The report also goes into how consumers are reacting to game prices. “Consumers are less willing to pay $60 for a boxed game,” it says, “and instead choose titles with a steady stream of content.” Digital River says that publishers adopted GAAS in reaction to this, but the reality is that the reverse is true. More publishers tested out GAAS before widespread adoption in the early 2010s, and everyone tried to replicate Valve’s hat-based economy before realising that they needed to have something different to make it work. As it happens, that thing is loot boxes and gambling.
Some publishers don’t even want to have anything to do with the model anymore after trying their hand at it. Rockstar Games once said that it only sees GTA Online as a once-off project, because the effort of maintaining the community is more work than they had expected, despite the increase in revenue.
The study goes on to say that the average revenue per user is expected to double compared to market growth, as game publishers rely more on microtransactions and additional content sales to increase their revenue. “Player satisfaction” is one of the things touted as a benefit to adopting GAAS. Psychologically, people like buying new things and there’s a sense of achievement from the little “ping” we hear from an achievement earned. Instant gratification is something we train our brains to crave.
There’s a great comic by The Awkward Yeti about this exact thing. Retail therapy isn’t just limited to buying things in a physical store, it works for online purchases as well. Once the excitement wears off, you begin to get the itch to have that feeling of having achieved something again.

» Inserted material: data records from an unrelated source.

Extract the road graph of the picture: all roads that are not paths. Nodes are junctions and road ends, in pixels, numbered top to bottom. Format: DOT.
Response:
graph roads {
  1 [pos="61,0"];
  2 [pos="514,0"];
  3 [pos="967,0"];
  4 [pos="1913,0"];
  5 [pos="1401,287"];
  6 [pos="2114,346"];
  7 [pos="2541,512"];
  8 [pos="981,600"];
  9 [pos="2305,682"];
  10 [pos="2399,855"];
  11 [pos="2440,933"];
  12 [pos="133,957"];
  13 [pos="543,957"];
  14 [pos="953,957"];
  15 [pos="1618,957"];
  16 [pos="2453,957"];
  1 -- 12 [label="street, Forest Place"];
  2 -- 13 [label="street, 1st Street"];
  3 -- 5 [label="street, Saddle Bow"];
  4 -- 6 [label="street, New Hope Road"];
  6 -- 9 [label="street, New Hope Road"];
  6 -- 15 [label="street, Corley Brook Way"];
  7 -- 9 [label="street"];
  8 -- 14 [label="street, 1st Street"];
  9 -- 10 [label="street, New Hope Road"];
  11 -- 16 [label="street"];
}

The report also mentions, and discusses some reasons why gamers on average hold off on purchasing new games for about 21 days from launch, looking to rather pick it up in a bundle deal or a flash sale.

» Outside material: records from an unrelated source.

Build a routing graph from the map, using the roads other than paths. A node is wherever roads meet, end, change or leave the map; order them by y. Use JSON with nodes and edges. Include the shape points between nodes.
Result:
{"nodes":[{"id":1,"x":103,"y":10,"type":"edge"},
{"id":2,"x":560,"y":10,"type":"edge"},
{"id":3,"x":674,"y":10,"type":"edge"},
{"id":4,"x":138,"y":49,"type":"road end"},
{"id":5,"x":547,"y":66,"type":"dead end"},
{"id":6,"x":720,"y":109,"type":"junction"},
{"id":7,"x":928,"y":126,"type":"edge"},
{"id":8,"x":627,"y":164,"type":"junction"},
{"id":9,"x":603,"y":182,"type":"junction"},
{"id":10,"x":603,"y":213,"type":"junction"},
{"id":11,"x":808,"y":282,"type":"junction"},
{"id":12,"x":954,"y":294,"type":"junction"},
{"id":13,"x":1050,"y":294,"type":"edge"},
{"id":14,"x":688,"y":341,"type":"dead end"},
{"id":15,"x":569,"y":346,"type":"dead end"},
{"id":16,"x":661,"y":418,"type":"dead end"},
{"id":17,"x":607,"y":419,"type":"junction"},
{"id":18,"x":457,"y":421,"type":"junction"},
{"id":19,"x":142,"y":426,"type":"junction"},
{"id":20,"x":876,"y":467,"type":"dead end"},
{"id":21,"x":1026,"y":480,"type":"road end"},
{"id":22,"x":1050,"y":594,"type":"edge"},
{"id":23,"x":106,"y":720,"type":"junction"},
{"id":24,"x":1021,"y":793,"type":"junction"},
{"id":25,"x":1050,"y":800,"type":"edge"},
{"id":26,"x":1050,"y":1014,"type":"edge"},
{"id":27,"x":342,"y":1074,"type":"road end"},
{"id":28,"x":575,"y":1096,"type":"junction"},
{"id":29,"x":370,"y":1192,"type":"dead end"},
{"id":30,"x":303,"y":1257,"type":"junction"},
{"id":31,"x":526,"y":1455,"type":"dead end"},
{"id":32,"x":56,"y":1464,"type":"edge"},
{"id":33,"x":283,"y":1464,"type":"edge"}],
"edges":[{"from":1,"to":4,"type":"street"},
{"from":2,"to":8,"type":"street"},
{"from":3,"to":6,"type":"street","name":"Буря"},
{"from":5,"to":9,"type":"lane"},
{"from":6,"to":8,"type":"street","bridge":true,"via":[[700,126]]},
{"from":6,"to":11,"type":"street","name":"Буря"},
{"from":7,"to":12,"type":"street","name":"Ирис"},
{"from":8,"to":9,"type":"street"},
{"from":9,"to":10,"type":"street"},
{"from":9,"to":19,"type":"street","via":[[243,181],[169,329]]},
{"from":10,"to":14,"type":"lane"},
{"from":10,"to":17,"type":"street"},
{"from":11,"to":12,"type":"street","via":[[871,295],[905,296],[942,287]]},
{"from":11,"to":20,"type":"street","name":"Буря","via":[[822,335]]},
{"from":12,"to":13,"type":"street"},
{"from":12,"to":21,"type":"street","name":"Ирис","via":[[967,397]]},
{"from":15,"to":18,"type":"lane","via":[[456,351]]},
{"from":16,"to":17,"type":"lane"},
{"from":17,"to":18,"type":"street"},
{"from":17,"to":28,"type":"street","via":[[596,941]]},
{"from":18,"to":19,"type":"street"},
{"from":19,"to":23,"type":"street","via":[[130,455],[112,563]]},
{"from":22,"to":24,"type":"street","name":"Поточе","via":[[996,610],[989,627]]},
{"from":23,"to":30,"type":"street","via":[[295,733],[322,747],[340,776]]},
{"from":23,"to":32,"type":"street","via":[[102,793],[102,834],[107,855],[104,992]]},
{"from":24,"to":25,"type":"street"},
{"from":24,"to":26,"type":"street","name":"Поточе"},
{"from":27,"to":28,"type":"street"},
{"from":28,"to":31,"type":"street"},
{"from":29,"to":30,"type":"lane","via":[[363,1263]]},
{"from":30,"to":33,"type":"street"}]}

Since that’s a new trend, as the report notes, perhaps they’re ignoring the impact of online campaigns to not pre-order games, and just implying that gamers are stingy? The /r/PCMasterRace subreddit has had two years of daily campaigns with memes and official moderator announcements that pre-ordering digital games is bad for the industry. The largest active subreddit on Reddit probably had something to do with this.
Perhaps the delay-to-buy is also thanks to the abundance of people streaming games these days. If you want to pick up Battlefield 1, for example, but don’t know much about the game or how it plays, you can simply go to Twitch or Youtube and find someone playing it to inform yourself. Some people do this to learn more about a game’s multiplayer as well.

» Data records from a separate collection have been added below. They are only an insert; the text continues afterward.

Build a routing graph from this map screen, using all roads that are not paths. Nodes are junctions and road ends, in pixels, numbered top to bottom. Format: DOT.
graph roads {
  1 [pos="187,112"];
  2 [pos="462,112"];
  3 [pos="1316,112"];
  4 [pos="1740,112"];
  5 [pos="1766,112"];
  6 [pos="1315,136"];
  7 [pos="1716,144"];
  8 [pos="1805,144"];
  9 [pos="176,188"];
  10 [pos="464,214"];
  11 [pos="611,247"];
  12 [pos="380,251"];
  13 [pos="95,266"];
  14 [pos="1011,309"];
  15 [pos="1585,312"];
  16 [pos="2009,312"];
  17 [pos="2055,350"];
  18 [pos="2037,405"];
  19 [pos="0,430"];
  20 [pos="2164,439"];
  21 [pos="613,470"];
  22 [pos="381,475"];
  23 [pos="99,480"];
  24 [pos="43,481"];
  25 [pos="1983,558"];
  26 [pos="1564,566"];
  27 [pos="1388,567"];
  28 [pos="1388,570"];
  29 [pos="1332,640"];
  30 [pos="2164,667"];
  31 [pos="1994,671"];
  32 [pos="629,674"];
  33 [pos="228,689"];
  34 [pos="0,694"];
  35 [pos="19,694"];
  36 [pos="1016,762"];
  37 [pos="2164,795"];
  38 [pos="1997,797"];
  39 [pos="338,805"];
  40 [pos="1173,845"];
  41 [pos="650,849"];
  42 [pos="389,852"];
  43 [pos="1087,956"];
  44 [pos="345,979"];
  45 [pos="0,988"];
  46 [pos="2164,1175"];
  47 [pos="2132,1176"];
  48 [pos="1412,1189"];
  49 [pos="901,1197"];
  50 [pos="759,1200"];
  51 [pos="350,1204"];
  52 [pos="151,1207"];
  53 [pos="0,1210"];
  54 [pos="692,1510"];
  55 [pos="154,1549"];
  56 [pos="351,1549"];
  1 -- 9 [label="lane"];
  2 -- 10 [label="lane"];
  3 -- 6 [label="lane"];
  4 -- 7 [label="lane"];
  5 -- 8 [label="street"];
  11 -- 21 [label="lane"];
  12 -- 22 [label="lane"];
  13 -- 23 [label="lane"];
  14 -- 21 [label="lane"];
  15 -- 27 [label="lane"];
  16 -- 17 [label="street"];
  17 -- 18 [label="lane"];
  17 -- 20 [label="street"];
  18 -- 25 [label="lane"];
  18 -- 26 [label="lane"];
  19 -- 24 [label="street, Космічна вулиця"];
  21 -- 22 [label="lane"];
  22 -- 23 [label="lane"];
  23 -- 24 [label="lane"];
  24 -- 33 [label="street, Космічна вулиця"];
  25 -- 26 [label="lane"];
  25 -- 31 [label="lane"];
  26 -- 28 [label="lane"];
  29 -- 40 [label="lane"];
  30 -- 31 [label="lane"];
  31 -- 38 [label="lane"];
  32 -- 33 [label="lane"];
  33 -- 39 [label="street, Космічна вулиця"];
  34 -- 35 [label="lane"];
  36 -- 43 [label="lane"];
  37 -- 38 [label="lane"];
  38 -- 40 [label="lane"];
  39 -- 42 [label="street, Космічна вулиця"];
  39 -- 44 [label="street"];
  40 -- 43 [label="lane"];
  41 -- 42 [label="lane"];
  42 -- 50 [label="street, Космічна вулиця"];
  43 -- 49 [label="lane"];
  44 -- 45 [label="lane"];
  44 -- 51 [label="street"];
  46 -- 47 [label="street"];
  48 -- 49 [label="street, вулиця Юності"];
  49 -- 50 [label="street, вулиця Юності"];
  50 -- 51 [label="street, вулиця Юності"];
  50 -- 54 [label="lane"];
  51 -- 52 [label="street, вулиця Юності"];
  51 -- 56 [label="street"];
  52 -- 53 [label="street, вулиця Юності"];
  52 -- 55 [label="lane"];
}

To their credit, Digital River does strongly urge that publishers with storefronts or in-game microtransactions move to increase their security to protect their customers. Fraud is a big problem with online games these days, and it got so bad that Sony eventually relented and installed two-factor authentication schemes across their online accounts, all to combat the scourge of social engineering attacks to gain access to Final Fantasy Online and FIFA 2016 player accounts.
The study also encourages game publishers to invest in their own storefronts and sell their games directly to the consumer, instead of through a third party. It notes that publishers can combat lower prices in grey market websites by bundling their content together to create more value, and that they should sell Steam keys directly on their own website instead of the Steam Store itself.
If you have nothing else to do while you sip your coffee or tea for the next fifteen minutes, read through the study and think about what it’s saying and what it’s trying to say. It sounds encouraging when you start reading it, but it’s the opposite of that when you dive into it.